[BioC] Analysis of Affymetrix Mouse Gene 2.0 ST arrays
James W. MacDonald
jmacdon at uw.edu
Wed Mar 6 19:33:17 CET 2013
Hi Kamila,
On 3/6/2013 10:17 AM, Naxerova, Kamila wrote:
> Hi Jim,
>
> thank you for your helpful reply. I have a few follow-up questions.
>> I should throw in my obligatory cautionary statement about summarizing
>> Gene ST data at the probeset (as compared to the transcript) level. If
>> you look at the number of probes/probeset, there are a huge number with
>> < 4 probes. So hypothetically you can do this, but I wouldn't.
> I am bit confused about transcript clusters and probesets. In the MoGene-2_0-st-v1.na33.mm10.transcript.csv file, each transcript cluster corresponds to exactly one probe set. But from your email it sounds like there are more probesets than transcript clusters -- I assume these are stored in a different file? Unfortunately the structure of the Affymetrix web site is a mystery to me, without your direct link I would have never found the transcript annotation file, so I have no way of browsing and checking out other annotation files to better understand what is going on.
Maybe I should use a different terminology, or maybe Affy should be more
consistent. ;-D
Anyway, as you note there are two columns in that file, one called
transcript cluster and the other is probeset. But note that they are
identical.
When I say probeset, this is based on the fact that the Gene ST arrays
are 'cut down' versions of the Exon ST arrays, which in general have 4
probes per probeset, and each probeset is supposed to interrogate an
exon (or portion thereof). So in my terminology, the probeset
corresponds to the original probesets from the Exon arrays, and the
annotations for that level of summarization can be found in the
MoGene-2_0-st-v1.na33.mm10.probeset.csv annotation file.

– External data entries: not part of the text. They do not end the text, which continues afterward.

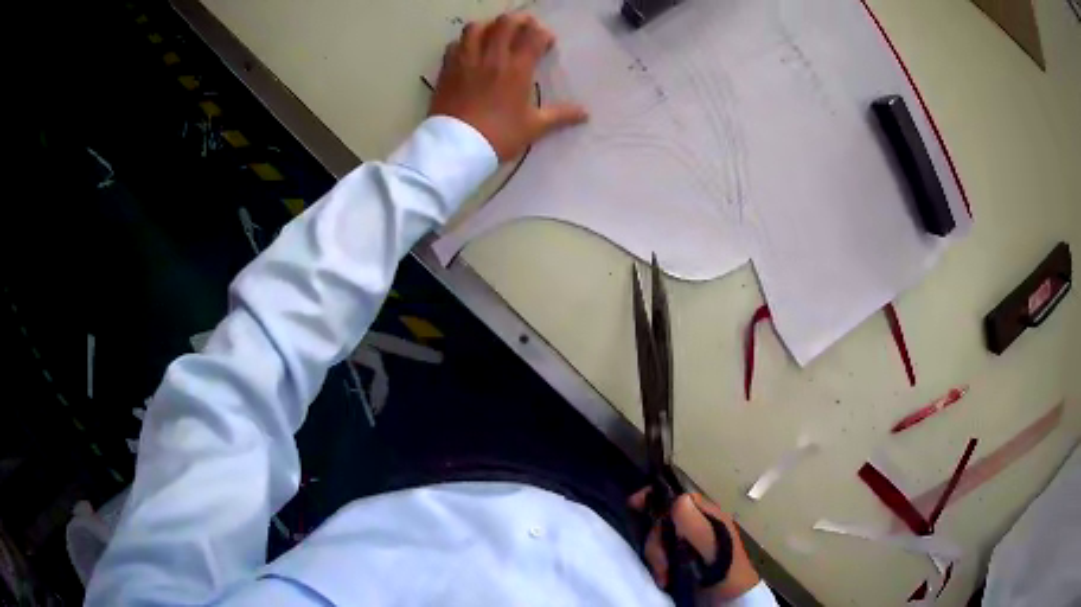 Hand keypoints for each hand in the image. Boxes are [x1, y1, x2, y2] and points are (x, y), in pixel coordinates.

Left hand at [429, 13, 587, 161]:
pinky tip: (469, 51)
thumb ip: (560, 115)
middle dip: (519, 20)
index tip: (547, 43)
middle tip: (525, 27)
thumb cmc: (499, 136)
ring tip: (494, 34)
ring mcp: (466, 61)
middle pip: (505, 23)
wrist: (456, 147)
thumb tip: (585, 114)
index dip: (544, 34)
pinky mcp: (447, 69)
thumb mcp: (533, 127)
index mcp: (517, 69)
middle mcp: (492, 57)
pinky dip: (464, 42)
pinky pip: (454, 44)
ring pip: (476, 28)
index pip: (534, 37)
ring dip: (489, 26)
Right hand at [630, 489, 760, 601]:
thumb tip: (678, 498)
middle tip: (661, 564)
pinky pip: (658, 554)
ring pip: (658, 538)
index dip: (656, 498)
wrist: (728, 601)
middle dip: (656, 540)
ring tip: (664, 576)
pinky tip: (663, 578)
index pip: (679, 497)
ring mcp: (687, 543)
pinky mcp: (679, 560)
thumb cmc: (725, 571)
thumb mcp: (713, 547)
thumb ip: (697, 525)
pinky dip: (656, 566)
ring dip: (655, 557)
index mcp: (709, 516)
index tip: (633, 505)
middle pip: (663, 520)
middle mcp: (697, 526) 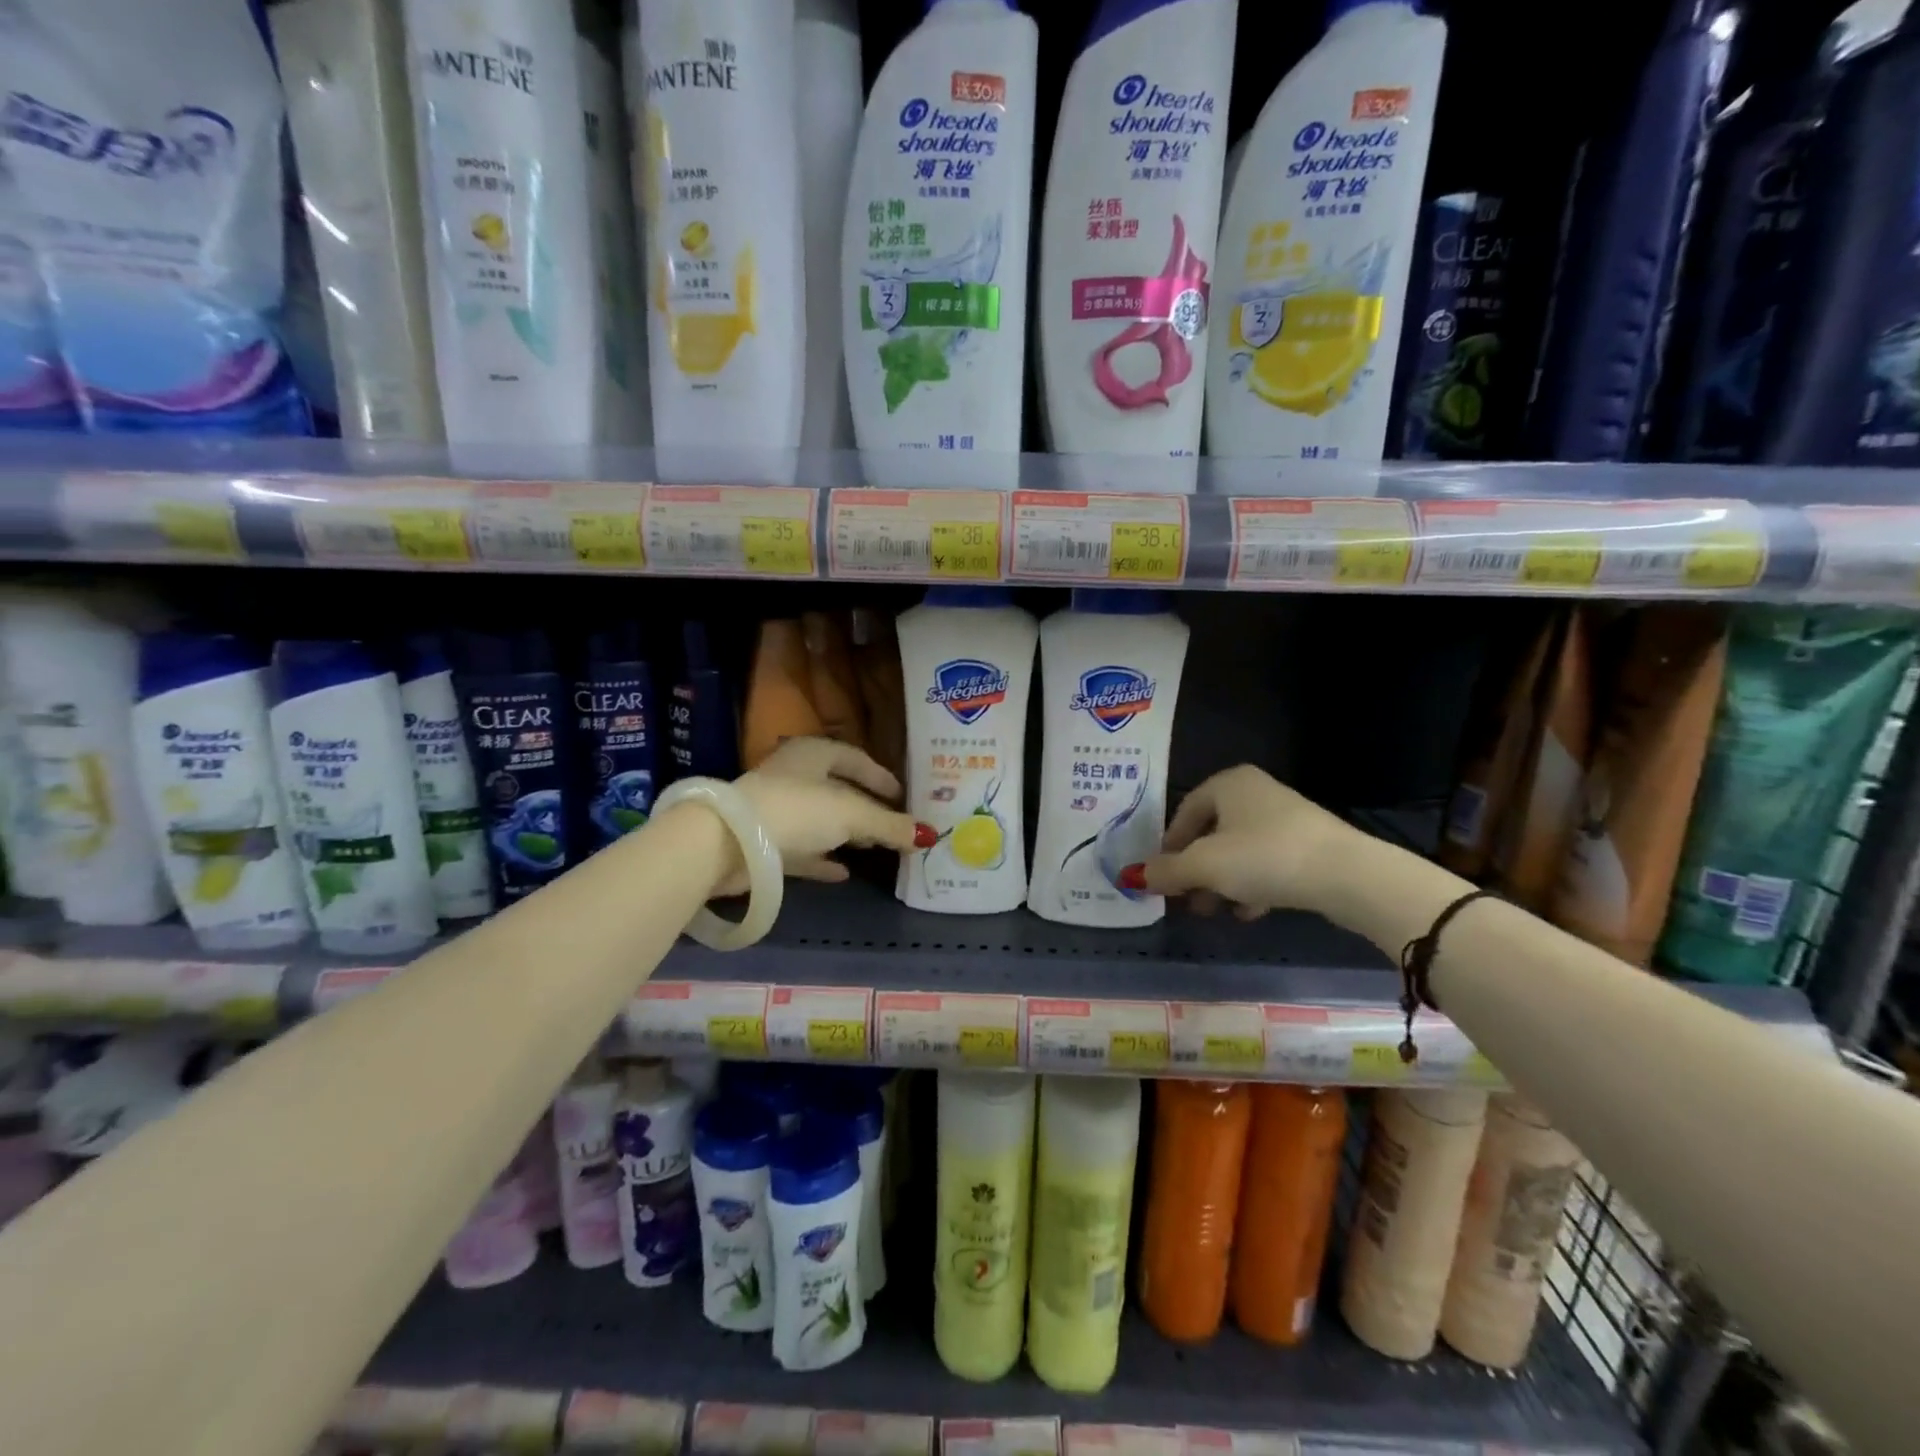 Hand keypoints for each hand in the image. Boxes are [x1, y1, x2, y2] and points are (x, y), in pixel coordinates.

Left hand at [723, 737, 929, 893]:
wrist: (729, 842)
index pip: (855, 758)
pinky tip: (843, 873)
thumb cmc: (797, 810)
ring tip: (872, 847)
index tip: (902, 795)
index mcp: (813, 753)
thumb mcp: (852, 815)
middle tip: (891, 824)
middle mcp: (793, 775)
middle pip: (837, 789)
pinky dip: (823, 858)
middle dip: (865, 807)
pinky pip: (802, 848)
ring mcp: (776, 808)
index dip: (880, 776)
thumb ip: (889, 825)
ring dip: (845, 832)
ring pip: (819, 819)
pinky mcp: (764, 842)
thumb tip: (928, 835)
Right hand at [1128, 765, 1354, 919]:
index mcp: (1228, 783)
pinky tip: (1247, 912)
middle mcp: (1255, 792)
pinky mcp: (1308, 845)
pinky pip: (1266, 862)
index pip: (1183, 812)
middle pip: (1210, 832)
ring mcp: (1285, 818)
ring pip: (1238, 850)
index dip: (1168, 846)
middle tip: (1184, 898)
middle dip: (1194, 868)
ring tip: (1212, 910)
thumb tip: (1131, 876)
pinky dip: (1251, 884)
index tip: (1161, 876)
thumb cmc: (1264, 857)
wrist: (1347, 875)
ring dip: (1220, 881)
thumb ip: (1166, 871)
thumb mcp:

And yeah, Affy should improve their crappy website. But it's way better
than the Illumina or Agilent sites, so maybe we should count ourselves
lucky. I found the csv file not by searching on their website, but by
letting the googles find it for me, by searching on 'mouse gene 2.0 st
annotation'. I then get this page
http://www.affymetrix.com/estore/browse/products.jsp?productId=131476#1_3
and then what I wanted is under the Technical Documentation tab.
>
> Why is there a distinction between transcript cluster and probeset in the first place? I understand that it's useful to be able to group probes dynamically (based on our state of knowledge about a locus). If this grouping is defined as the transcript cluster, what is the definition of a probeset?
As I note above, the Gene ST arrays were created by taking the 'good'
probes from the Exon array. So the notion of a probeset is based on the
original construction of the probesets on the Exon array, which were
usually 4 probes. But since Affy only took the good probes, tons of the
probesets on the Gene ST arrays are made up of 3 or fewer probes.
>
> Do I assume correctly that if I build my annotation using the MoGene-2_0-st-v1.na33.mm10.transcript.csvfile, I essentially commit to analyzing my data on the transcript level?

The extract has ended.